Negli anni si è consolidata l’idea che la Pa potesse occuparsi di tutti i settori: dalla cultura all’educazione, dalla formazione alle politiche occupazionali e abitative… In verità, alcune iniziative avevano una ragion d’essere nel Dopoguerra, perché rispondevano a un’esigenza sussidiaria legata al bisogno di servizi essenziali per la gente. Mi riferisco, ad esempio, alle farmacie comunali o alla Centrale del latte. Altre ancora hanno promosso iniziative di eccellenza che fanno parte della storia di Milano, come il Teatro alla Scala o il Piccolo Teatro. Ma, in verità, questa concezione onnipresente e onnivora non fa parte della natura originaria della Pa; peraltro, la condizione attuale di bilancio dello Stato e degli Enti locali neanche lo consente.
Qual è, allora, il compito di un amministratore pubblico? Innanzitutto, la sua funzione è quella di creare le infrastrutture e i servizi che consentano alla comunità di agire, vivere ed esprimersi in forme culturali, educative, sociali, economiche e imprenditoriali. Ha, certamente, il dovere di garantire le opere pubbliche essenziali. Penso ai trasporti, alla viabilità e alle infrastrutture. Ma, allo stesso tempo, deve anche dare vita a scuole, spazi sociali, educativi e aggregativi creando le condizioni affinché qualcuno li gestisca.
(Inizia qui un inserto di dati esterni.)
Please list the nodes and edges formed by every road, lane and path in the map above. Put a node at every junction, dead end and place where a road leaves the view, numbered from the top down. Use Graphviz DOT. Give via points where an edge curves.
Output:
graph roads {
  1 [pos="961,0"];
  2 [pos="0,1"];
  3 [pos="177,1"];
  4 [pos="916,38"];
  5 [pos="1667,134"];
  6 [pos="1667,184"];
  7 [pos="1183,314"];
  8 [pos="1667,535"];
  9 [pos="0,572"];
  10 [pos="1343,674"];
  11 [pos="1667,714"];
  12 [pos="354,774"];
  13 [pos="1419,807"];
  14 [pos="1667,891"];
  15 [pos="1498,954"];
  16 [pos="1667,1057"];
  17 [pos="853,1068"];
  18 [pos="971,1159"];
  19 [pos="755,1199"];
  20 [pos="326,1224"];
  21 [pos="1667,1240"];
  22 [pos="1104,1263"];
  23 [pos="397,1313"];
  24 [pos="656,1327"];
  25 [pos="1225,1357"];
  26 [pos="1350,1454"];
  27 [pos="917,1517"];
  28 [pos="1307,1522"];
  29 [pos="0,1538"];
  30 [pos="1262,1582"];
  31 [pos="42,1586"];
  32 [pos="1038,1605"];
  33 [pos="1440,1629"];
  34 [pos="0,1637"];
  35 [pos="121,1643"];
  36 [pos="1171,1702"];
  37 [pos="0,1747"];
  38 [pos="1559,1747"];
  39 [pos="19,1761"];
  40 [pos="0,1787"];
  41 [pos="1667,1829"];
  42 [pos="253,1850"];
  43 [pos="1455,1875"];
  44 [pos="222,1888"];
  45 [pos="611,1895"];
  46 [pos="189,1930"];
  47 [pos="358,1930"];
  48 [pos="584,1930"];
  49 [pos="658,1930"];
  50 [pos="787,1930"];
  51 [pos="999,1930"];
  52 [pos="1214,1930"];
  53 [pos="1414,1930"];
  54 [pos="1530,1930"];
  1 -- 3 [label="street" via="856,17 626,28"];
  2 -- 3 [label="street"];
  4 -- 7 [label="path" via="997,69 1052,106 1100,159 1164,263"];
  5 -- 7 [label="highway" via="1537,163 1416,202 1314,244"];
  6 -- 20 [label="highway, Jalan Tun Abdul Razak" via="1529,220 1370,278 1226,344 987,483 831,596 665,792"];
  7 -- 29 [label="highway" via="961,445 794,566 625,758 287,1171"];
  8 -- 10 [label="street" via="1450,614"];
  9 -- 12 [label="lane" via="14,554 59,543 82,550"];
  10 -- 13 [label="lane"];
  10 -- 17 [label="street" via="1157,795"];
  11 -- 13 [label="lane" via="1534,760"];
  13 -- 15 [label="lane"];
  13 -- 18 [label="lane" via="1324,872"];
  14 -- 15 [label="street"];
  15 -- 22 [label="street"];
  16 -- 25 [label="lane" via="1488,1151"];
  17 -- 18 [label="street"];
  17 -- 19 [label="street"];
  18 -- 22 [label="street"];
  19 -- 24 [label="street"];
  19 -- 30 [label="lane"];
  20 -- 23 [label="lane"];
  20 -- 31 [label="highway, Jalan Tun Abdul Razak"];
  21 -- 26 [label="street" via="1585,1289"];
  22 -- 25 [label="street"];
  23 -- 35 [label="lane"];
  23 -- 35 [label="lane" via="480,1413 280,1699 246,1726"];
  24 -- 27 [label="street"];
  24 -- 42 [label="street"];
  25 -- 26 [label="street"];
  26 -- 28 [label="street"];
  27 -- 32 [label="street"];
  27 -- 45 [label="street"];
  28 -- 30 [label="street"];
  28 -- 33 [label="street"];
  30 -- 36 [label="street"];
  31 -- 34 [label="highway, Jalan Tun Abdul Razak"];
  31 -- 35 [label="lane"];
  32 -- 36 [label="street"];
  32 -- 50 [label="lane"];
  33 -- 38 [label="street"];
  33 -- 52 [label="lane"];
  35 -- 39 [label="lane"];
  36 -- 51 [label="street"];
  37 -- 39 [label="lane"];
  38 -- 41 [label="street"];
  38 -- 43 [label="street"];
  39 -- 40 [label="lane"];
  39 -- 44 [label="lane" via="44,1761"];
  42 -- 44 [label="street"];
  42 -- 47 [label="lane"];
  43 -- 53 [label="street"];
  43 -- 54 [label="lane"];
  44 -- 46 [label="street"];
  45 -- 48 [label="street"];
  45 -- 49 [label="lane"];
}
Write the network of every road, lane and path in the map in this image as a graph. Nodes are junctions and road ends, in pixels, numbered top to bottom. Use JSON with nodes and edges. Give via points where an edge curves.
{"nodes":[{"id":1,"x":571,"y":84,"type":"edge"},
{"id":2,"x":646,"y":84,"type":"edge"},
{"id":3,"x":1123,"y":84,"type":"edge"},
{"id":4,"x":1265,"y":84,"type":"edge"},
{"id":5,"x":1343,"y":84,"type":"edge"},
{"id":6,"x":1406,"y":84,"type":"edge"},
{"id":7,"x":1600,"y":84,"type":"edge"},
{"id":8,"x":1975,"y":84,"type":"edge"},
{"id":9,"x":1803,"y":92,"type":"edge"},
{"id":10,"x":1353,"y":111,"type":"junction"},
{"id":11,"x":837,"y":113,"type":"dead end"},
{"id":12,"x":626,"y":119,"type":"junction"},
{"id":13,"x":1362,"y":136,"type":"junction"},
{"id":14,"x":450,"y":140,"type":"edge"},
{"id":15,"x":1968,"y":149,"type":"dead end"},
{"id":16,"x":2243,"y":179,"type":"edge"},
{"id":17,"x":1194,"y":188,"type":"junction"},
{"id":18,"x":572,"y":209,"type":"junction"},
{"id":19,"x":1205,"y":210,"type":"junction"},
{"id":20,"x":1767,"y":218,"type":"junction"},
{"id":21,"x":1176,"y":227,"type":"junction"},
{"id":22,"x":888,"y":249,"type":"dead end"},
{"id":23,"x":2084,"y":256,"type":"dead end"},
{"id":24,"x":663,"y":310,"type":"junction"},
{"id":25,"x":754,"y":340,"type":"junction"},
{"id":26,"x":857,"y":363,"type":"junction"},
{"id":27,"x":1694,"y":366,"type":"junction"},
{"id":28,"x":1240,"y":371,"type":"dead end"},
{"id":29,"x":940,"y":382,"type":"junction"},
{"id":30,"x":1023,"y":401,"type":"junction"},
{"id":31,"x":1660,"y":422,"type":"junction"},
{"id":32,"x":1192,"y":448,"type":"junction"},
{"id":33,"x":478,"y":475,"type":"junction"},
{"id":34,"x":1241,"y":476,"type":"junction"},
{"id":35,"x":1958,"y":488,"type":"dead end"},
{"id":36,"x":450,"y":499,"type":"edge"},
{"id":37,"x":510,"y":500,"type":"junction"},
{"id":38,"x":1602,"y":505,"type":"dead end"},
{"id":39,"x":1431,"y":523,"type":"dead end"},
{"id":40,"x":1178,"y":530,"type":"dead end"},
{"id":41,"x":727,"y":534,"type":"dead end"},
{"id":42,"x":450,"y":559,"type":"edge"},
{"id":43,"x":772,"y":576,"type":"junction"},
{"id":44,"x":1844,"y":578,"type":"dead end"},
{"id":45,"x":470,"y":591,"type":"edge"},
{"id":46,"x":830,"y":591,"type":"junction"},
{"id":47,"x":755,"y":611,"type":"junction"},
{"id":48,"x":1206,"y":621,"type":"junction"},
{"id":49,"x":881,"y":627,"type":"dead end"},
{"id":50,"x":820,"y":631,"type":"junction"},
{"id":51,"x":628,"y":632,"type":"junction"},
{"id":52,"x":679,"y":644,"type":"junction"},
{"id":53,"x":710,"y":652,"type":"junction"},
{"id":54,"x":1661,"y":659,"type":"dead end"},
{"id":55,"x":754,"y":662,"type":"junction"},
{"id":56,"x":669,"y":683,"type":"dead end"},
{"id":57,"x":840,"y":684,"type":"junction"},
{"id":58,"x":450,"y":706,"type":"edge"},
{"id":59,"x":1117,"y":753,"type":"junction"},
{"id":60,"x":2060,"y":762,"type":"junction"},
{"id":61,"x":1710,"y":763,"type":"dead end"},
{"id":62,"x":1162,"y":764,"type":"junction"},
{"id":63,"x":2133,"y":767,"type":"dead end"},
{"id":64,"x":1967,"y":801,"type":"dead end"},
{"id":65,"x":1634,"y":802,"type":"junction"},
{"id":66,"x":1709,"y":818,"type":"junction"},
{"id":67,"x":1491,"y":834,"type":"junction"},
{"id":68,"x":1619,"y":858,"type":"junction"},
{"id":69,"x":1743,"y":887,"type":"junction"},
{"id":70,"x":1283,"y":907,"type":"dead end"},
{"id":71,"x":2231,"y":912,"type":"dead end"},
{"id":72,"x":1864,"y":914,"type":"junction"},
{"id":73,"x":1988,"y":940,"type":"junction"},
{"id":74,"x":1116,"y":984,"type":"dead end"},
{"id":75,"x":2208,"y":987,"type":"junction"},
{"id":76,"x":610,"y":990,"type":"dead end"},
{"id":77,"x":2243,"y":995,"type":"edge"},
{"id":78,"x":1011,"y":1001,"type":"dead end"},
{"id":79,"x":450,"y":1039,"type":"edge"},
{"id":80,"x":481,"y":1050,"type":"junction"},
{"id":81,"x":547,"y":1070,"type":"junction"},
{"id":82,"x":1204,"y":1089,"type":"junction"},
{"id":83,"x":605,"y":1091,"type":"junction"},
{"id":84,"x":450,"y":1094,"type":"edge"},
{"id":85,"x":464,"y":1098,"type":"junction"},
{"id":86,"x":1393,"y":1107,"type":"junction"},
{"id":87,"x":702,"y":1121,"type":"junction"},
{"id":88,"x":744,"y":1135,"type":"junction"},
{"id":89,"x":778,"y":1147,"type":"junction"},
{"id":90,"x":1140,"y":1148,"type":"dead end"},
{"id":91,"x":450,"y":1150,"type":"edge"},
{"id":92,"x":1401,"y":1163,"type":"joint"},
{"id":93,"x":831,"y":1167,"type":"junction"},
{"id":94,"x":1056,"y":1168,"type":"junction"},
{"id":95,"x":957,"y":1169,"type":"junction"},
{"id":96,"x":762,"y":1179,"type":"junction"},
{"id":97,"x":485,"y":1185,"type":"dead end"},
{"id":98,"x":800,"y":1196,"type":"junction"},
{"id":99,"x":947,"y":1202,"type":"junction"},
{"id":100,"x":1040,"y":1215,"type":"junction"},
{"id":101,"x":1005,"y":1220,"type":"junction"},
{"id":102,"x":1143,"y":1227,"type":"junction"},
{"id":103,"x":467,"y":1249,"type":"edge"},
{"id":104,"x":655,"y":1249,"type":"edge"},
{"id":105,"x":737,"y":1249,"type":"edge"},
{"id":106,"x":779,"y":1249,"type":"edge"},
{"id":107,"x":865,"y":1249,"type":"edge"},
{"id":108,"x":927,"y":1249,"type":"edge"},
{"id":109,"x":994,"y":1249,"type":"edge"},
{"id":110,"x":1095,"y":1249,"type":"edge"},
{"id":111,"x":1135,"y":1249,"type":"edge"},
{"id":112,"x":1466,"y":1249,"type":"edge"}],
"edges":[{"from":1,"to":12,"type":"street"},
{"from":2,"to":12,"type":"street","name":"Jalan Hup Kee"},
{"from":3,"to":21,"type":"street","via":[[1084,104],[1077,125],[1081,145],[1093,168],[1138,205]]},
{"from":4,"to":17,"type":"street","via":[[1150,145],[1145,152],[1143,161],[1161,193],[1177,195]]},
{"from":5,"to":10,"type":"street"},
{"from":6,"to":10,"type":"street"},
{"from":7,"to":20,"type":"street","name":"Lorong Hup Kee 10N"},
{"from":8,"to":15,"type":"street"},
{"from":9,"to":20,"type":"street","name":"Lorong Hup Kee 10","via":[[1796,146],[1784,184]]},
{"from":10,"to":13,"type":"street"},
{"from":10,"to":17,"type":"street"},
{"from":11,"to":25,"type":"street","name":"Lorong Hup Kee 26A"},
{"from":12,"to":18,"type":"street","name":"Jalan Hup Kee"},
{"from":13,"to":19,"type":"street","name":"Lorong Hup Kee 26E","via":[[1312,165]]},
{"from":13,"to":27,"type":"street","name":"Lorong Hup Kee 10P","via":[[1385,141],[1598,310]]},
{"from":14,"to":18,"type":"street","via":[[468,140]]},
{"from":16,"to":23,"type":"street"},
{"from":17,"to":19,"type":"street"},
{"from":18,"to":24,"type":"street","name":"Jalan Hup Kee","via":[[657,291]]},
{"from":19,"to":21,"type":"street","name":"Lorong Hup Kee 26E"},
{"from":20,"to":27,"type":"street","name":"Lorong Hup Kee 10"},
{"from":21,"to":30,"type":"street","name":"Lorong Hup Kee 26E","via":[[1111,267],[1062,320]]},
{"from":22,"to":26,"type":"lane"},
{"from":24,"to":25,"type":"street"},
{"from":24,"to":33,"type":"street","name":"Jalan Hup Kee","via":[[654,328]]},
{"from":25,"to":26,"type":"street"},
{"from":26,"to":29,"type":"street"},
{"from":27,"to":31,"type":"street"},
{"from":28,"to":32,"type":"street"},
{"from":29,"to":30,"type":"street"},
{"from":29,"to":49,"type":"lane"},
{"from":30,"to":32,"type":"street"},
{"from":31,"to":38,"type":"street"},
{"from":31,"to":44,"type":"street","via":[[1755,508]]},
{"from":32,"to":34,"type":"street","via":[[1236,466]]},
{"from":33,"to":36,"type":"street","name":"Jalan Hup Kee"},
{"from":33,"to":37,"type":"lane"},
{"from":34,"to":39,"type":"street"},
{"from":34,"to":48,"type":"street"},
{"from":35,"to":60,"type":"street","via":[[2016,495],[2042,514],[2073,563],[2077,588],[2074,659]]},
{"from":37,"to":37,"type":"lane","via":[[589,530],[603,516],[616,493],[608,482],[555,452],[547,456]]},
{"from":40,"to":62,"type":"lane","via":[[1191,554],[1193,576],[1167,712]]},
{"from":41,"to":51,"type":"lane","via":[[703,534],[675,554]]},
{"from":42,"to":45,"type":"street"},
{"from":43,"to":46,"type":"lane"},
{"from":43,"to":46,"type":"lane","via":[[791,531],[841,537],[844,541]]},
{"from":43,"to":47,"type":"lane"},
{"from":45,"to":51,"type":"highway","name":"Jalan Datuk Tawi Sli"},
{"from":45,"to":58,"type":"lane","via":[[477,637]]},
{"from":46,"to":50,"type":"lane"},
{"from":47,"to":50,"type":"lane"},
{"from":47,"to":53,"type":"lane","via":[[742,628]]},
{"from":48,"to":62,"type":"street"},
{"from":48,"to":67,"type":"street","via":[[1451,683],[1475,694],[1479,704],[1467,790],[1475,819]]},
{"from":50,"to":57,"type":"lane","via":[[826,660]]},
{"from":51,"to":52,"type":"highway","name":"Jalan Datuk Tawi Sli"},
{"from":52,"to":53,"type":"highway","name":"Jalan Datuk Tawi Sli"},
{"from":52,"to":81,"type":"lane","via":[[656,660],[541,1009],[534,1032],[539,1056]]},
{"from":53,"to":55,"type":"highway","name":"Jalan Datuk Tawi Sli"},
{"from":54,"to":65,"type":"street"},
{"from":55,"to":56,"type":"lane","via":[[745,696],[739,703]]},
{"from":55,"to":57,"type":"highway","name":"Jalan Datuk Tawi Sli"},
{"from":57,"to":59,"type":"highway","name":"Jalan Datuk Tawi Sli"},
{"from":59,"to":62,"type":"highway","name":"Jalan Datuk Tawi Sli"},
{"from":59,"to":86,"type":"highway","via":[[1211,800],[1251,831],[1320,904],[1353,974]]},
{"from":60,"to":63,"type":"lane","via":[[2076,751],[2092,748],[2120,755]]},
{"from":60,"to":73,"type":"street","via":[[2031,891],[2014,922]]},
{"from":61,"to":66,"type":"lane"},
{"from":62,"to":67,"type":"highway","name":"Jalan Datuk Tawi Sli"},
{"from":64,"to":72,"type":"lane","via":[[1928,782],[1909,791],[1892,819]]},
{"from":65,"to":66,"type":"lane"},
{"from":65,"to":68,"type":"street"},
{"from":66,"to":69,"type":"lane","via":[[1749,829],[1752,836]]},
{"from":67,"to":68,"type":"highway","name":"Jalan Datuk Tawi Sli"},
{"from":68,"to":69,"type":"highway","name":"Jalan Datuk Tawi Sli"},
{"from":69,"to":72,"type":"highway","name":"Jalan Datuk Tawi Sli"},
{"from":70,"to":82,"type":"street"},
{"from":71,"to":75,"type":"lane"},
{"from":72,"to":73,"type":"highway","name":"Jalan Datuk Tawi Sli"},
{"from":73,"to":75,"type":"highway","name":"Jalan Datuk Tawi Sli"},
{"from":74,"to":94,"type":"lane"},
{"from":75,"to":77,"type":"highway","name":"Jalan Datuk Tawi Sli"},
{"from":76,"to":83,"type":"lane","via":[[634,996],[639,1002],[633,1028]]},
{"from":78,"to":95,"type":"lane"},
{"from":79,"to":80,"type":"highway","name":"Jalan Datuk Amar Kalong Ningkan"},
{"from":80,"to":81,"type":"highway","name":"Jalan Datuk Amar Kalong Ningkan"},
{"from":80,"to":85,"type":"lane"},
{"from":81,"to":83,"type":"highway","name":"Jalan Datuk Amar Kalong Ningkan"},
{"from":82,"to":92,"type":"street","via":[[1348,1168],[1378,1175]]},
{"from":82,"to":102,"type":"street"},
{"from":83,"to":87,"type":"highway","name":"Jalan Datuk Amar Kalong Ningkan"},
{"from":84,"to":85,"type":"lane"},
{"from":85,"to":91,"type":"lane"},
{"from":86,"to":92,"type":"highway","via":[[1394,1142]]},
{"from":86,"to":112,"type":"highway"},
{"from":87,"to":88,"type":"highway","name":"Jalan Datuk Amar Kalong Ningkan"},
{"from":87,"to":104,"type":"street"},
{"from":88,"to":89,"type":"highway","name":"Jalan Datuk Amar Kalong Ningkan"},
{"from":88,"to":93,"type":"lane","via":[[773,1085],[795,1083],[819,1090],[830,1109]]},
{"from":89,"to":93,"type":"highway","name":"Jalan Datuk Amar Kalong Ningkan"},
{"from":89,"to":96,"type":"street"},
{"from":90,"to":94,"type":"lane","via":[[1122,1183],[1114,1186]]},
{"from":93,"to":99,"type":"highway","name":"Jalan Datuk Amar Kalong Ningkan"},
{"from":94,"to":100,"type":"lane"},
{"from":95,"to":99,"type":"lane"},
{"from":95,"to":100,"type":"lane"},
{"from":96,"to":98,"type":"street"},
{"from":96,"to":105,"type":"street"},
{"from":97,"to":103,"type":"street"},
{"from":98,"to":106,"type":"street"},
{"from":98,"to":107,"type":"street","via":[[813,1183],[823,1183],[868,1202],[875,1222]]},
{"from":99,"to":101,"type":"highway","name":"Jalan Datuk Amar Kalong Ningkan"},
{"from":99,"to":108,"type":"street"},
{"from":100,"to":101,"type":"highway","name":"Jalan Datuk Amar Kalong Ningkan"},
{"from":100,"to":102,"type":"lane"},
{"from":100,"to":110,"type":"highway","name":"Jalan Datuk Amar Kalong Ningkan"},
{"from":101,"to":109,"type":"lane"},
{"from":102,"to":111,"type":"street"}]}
A Milano, l’esempio virtuoso del coworking e la grande vivacità nel campo sportivo e sociale confermano che il compito della Pubblica amministrazione non è quello di sostituirsi alla comunità, ma di liberare le sue energie.
Don Luigi Giussani, in un intervento ad Assago nel 1987, disse che «è nel primato della società di fronte allo Stato che si salva la cultura della responsabilità. Primato della società allora: come tessuto creato da rapporti dinamici, tra movimenti, che creando opere e aggregazioni costituiscono comunità intermedie e quindi esprimono la libertà delle persone potenziata dalla forma associativa. […] Un partito che soffocasse, che non favorisse o non difendesse questa ricca creatività sociale contribuirebbe a creare o a mantenere uno Stato prepotente sulla società. Tale Stato (o Comune) si ridurrebbe a essere funzionale solo ai programmi di chi fosse al potere e la responsabilità sarebbe evocata semplicemente per suscitare consenso a cose già programmate; perfino la moralità sarebbe concepita e conclamata in funzione dello status quo, che chiamiamo anche pace».
Il pensiero di Giussani, contenuto nel testo “L’io, il potere, le opere”, conferma che i temi delle competenze e delle responsabilità diventano un punto centrale per avviare concretamente una vera gestione sussidiaria.
Qual è, a tal proposito, il pensiero degli aspiranti sindaci e, più, in generale di tutti i candidati alle prossime amministrative? Quali sono le rispettive priorità? Hanno intenzione di creare spazi, luoghi e ambiti che facilitino le capacità e la creatività dei cittadini e dei corpi intermedi?